Did you ever think you'd live to see this ? Today the Mayor of London, tomorrow the Prime Minister.
The late great Britain.
Muslim leading in London's mayoral race
The late great Britain.
LONDON, April 18 (UPI) -- The city of London could have its first Muslim mayor in three weeks and his election would likely defy rising Islamophobia across Europe.
If the lead Sadiq Khan, 45, currently holds over Zac Goldsmith in the polls, he would actually be the second Muslim elected as mayor of a European city -- Rotterdam in the Netherlands elected the first in 2009 -- but London is a much larger city and the timing of the election is what will likely be the most significant.
Just a month after the Brussels terror attack, five months after the Paris terror attacks and just as much of western Europe continues to struggle with the Syrian refugee crisis, Khan has made it clear electing him would send a message: Londoners value diversity.

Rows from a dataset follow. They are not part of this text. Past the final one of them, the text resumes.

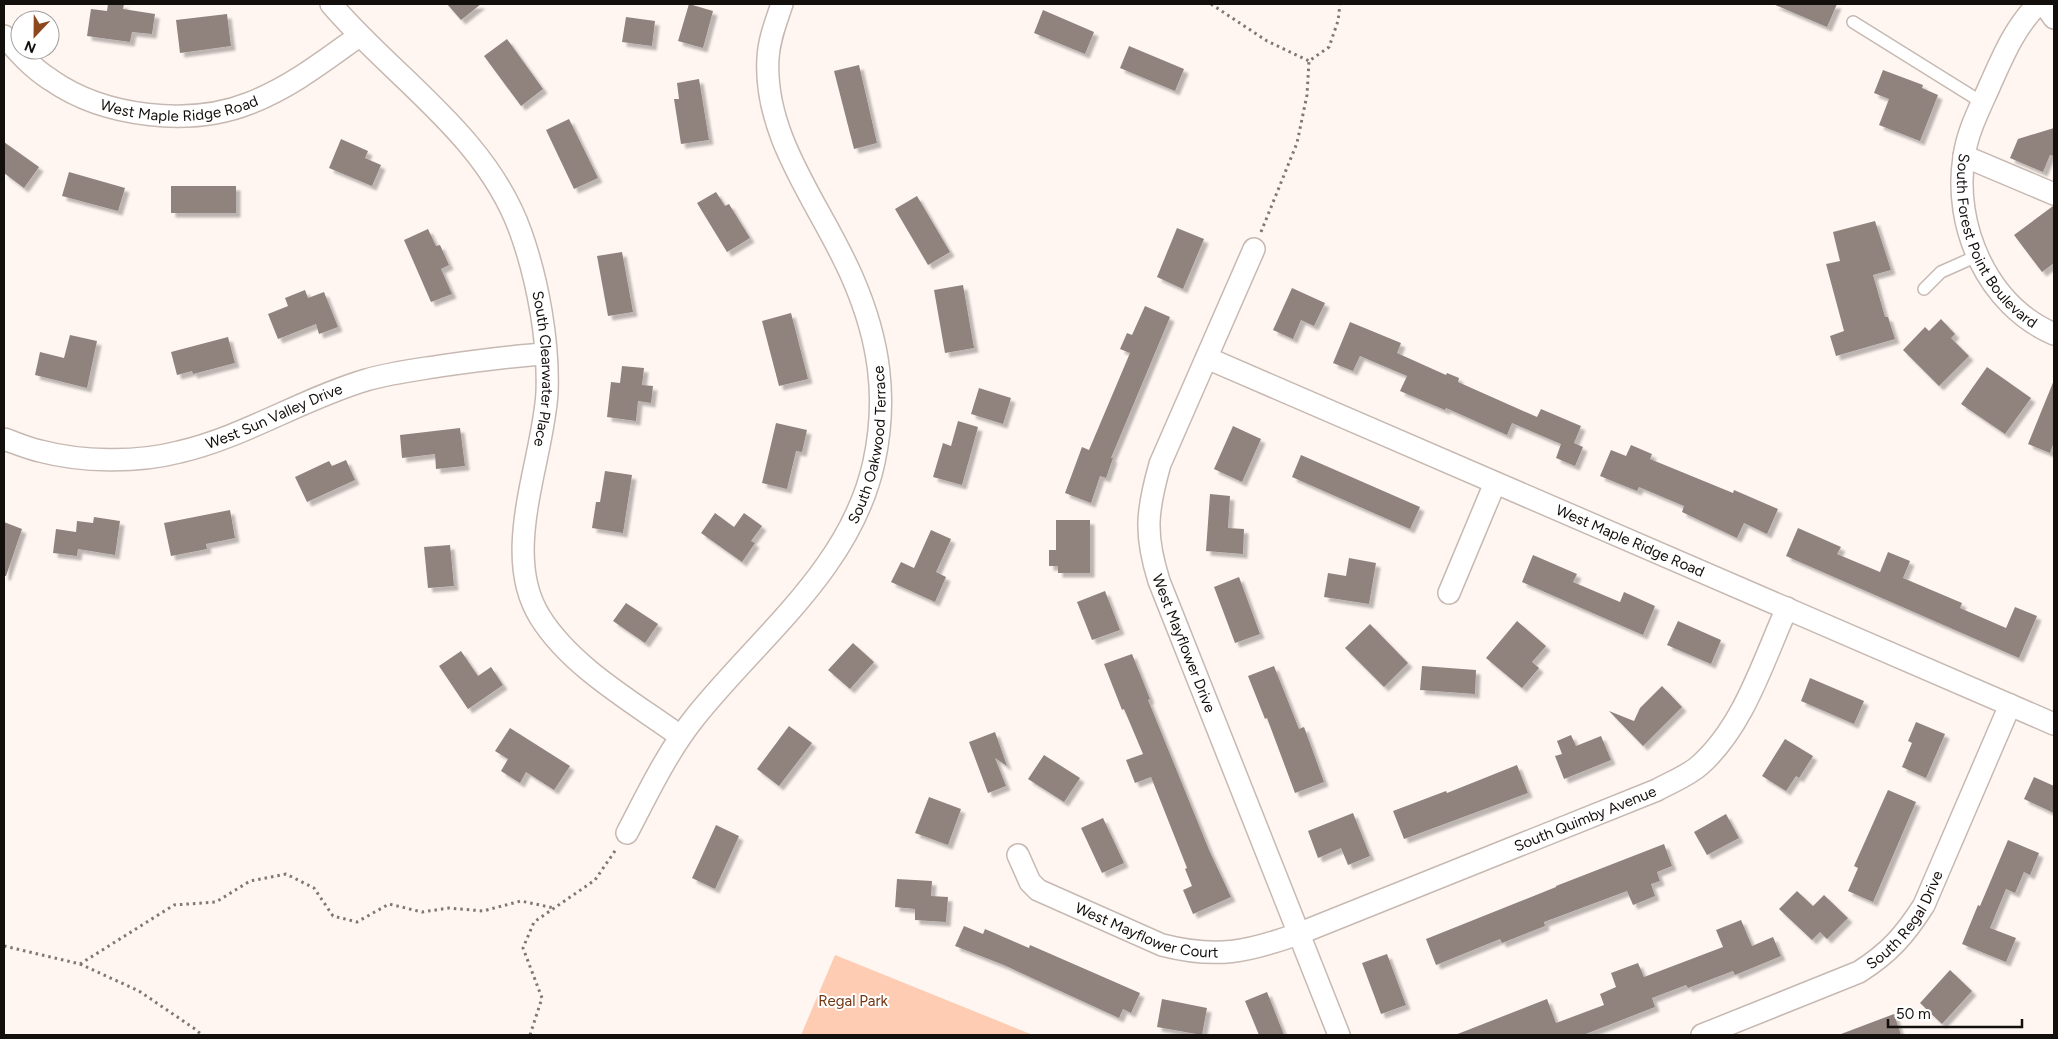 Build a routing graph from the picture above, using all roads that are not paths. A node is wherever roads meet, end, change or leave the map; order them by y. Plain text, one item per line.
1 (332, 4) edge
2 (782, 4) edge
3 (2038, 4) edge
4 (2044, 4) edge
5 (2054, 18) edge
6 (1852, 22) dead end
7 (4, 36) edge
8 (360, 36) junction
9 (1983, 102) junction
10 (1964, 156) junction
11 (2054, 194) edge
12 (1254, 249) road end
13 (1977, 256) junction
14 (1924, 289) dead end
15 (2054, 334) edge
16 (545, 354) junction
17 (1207, 358) junction
18 (4, 439) edge
19 (1495, 483) junction
20 (1449, 594) dead end
21 (1786, 608) junction
22 (2010, 704) junction
23 (2054, 724) edge
24 (680, 736) junction
25 (627, 833) road end
26 (1018, 854) dead end
27 (1298, 934) junction
28 (1339, 1035) edge
29 (1702, 1035) edge

1 - 8 street, South Clearwater Place
2 - 24 street, South Oakwood Terrace
3 - 9 street, South Forest Point Boulevard
4 - 5 street
6 - 9 lane
7 - 8 street, West Maple Ridge Road
8 - 16 street, South Clearwater Place
9 - 10 street, South Forest Point Boulevard
10 - 11 street
10 - 13 street, South Forest Point Boulevard
12 - 17 street, West Mayflower Drive
13 - 14 lane
13 - 15 street, South Forest Point Boulevard
16 - 18 street, West Sun Valley Drive
16 - 24 street, South Clearwater Place
17 - 19 street, West Maple Ridge Road
17 - 27 street, West Mayflower Drive
19 - 20 street
19 - 21 street, West Maple Ridge Road
21 - 22 street, West Maple Ridge Road
21 - 27 street, South Quimby Avenue
22 - 23 street, West Maple Ridge Road
22 - 29 street, South Regal Drive
24 - 25 street, South Oakwood Terrace
26 - 27 street, West Mayflower Court
27 - 28 street, West Mayflower Drive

"I am a Londoner first and foremost, but it would show the haters in Iraq and the haters in Syria what sort of country we are: a beacon," he said.
Khan grew up one of eight kids in a crowded South London apartment. But he escaped the lower working class neighborhood to study law at the University of North London, and became a human rights lawyer before he was elected to Parliament in 2005 as a member of the Labour Party.
He studied law at the University of North London and later practised as a human rights solicitor before being elected to Parliament in 2005 representing the ward he grew up in on a Labour Party ticket.
Goldsmith doesn't have the popularity of current London Mayor Boris Johnson, so if Khan is able to get out the vote in more liberal inner London, it likely won't matter that Goldsmith is more popular in London's more conservative outer districts.
Khan is dependent on big turnout, but analysis firm London Communications Agency suggested Labor will help him make history.